[Stored data]
- Opening Delimiter -
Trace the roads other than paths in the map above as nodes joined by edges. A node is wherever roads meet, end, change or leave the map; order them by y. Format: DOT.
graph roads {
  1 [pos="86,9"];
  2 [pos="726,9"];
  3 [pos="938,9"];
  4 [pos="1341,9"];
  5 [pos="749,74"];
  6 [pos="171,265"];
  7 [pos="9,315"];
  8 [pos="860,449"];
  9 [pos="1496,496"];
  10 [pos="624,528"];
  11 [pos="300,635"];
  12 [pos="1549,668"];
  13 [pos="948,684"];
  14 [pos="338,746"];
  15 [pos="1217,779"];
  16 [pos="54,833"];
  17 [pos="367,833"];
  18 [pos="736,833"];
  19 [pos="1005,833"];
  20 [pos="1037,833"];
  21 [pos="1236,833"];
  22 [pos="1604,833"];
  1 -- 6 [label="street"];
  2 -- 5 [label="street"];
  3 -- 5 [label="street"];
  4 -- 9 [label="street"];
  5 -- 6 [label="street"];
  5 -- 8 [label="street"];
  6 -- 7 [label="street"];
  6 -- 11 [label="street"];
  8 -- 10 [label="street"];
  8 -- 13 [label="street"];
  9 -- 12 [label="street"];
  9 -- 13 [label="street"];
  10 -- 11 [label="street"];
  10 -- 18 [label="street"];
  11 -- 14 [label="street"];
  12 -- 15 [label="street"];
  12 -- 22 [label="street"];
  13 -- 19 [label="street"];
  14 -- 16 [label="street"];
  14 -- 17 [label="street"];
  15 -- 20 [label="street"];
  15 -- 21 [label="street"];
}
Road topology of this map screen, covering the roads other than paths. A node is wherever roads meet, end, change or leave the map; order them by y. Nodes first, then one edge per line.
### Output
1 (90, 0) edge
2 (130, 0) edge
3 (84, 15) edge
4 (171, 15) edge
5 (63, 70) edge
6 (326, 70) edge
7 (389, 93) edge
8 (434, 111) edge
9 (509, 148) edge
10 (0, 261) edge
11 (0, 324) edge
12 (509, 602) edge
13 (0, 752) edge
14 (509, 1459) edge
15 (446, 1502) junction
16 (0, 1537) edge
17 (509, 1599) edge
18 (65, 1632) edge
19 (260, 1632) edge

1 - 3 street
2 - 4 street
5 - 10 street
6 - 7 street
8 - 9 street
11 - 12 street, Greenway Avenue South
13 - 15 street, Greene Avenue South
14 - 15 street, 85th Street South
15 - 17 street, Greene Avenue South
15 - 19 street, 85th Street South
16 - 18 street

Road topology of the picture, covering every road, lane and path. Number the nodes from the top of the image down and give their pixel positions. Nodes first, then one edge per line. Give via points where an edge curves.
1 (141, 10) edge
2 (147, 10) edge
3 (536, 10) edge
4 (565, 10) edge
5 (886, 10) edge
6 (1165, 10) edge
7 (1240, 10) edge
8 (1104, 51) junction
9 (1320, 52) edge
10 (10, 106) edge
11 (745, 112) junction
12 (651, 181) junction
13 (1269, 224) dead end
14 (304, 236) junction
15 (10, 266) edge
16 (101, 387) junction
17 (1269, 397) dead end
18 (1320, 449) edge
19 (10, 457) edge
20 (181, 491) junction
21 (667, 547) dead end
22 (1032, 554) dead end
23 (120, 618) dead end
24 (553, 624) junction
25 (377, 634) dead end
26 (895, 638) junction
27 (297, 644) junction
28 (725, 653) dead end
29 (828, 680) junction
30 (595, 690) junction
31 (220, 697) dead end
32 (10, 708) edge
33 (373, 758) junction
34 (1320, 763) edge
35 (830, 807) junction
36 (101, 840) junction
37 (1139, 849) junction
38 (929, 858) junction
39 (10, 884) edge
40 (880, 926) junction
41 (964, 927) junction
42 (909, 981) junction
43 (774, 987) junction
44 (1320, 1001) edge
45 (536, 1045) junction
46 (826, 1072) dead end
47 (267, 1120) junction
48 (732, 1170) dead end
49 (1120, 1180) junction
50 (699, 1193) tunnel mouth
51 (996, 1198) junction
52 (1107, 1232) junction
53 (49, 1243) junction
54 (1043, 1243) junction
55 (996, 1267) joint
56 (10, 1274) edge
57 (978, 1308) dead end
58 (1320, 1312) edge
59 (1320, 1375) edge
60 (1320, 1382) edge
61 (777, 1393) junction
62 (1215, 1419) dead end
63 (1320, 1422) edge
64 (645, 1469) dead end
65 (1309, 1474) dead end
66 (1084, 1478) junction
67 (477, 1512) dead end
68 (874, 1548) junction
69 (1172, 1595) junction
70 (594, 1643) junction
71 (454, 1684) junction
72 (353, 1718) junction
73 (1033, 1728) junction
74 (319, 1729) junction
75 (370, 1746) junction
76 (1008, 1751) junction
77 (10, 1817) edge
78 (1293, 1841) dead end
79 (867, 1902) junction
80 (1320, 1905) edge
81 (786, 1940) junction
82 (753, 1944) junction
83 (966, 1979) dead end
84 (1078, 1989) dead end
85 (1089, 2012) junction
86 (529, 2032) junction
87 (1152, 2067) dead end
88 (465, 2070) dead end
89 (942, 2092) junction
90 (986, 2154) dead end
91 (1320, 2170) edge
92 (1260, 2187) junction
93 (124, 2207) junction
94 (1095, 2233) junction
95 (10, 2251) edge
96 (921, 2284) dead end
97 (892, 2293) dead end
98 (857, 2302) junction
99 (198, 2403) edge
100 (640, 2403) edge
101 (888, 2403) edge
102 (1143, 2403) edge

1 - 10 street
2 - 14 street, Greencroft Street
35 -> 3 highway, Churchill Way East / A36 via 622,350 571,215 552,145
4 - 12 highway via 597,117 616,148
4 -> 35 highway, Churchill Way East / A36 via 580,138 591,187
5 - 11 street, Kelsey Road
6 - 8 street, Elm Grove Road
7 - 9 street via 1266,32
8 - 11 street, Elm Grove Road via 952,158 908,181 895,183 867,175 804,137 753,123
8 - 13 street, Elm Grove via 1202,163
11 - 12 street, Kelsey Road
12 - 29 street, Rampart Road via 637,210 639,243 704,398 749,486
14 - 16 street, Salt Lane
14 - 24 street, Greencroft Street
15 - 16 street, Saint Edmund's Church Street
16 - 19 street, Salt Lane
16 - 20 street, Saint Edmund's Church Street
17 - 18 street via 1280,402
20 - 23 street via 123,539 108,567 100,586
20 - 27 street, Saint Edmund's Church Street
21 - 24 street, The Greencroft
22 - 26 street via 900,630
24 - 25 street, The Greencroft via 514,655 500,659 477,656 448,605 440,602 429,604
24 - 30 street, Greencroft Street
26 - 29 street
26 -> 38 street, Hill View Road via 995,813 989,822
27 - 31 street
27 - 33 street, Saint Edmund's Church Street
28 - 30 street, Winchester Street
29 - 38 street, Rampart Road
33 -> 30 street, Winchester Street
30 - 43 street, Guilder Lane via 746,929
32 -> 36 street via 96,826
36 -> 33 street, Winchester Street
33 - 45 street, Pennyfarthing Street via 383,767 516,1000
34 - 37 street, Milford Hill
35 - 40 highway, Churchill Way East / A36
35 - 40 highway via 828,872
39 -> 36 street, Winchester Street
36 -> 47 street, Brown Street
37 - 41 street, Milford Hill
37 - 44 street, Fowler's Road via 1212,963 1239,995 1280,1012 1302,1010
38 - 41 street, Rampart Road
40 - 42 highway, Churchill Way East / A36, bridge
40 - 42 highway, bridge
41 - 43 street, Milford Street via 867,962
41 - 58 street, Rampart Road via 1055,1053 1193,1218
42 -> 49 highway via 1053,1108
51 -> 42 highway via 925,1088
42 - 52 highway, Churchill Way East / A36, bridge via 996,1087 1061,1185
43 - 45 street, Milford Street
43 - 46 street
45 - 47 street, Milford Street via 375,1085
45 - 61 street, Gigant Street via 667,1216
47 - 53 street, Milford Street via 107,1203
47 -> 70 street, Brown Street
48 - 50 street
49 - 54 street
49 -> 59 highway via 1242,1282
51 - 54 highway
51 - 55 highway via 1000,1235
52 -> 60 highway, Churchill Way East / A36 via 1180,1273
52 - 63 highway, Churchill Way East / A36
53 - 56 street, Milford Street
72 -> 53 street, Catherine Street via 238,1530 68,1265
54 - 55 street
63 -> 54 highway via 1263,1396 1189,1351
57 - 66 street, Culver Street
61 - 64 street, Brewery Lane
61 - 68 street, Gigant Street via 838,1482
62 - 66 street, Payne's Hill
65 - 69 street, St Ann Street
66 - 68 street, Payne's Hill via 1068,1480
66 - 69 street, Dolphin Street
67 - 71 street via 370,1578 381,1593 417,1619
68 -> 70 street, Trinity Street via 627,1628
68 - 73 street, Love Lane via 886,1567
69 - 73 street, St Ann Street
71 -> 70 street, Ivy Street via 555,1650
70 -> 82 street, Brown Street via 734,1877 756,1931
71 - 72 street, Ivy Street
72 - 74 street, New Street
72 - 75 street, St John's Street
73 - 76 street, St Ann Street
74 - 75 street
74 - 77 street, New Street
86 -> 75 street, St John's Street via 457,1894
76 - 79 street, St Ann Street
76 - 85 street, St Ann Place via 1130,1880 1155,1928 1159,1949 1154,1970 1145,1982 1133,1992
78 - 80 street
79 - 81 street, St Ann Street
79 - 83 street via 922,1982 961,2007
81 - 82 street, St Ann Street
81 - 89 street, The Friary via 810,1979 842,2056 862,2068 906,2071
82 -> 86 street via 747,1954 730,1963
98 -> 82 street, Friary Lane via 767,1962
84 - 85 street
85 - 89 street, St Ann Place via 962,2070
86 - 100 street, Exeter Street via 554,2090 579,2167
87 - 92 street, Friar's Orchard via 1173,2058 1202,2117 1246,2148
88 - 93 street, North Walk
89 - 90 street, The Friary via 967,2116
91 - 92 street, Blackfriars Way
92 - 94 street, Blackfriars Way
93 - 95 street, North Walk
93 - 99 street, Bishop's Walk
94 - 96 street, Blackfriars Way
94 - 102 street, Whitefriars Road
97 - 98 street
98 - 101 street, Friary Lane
- Closing Delimiter -
**WORK ITEM**
Which lines of the records contain "other"? Show each of them.

**RESPONSE AREA**
Trace the roads other than paths in the map above as nodes joined by edges. A node is wherever roads meet, end, change or leave the map; order them by y. Format: DOT.
Road topology of this map screen, covering the roads other than paths. A node is wherever roads meet, end, change or leave the map; order them by y. Nodes first, then one edge per line.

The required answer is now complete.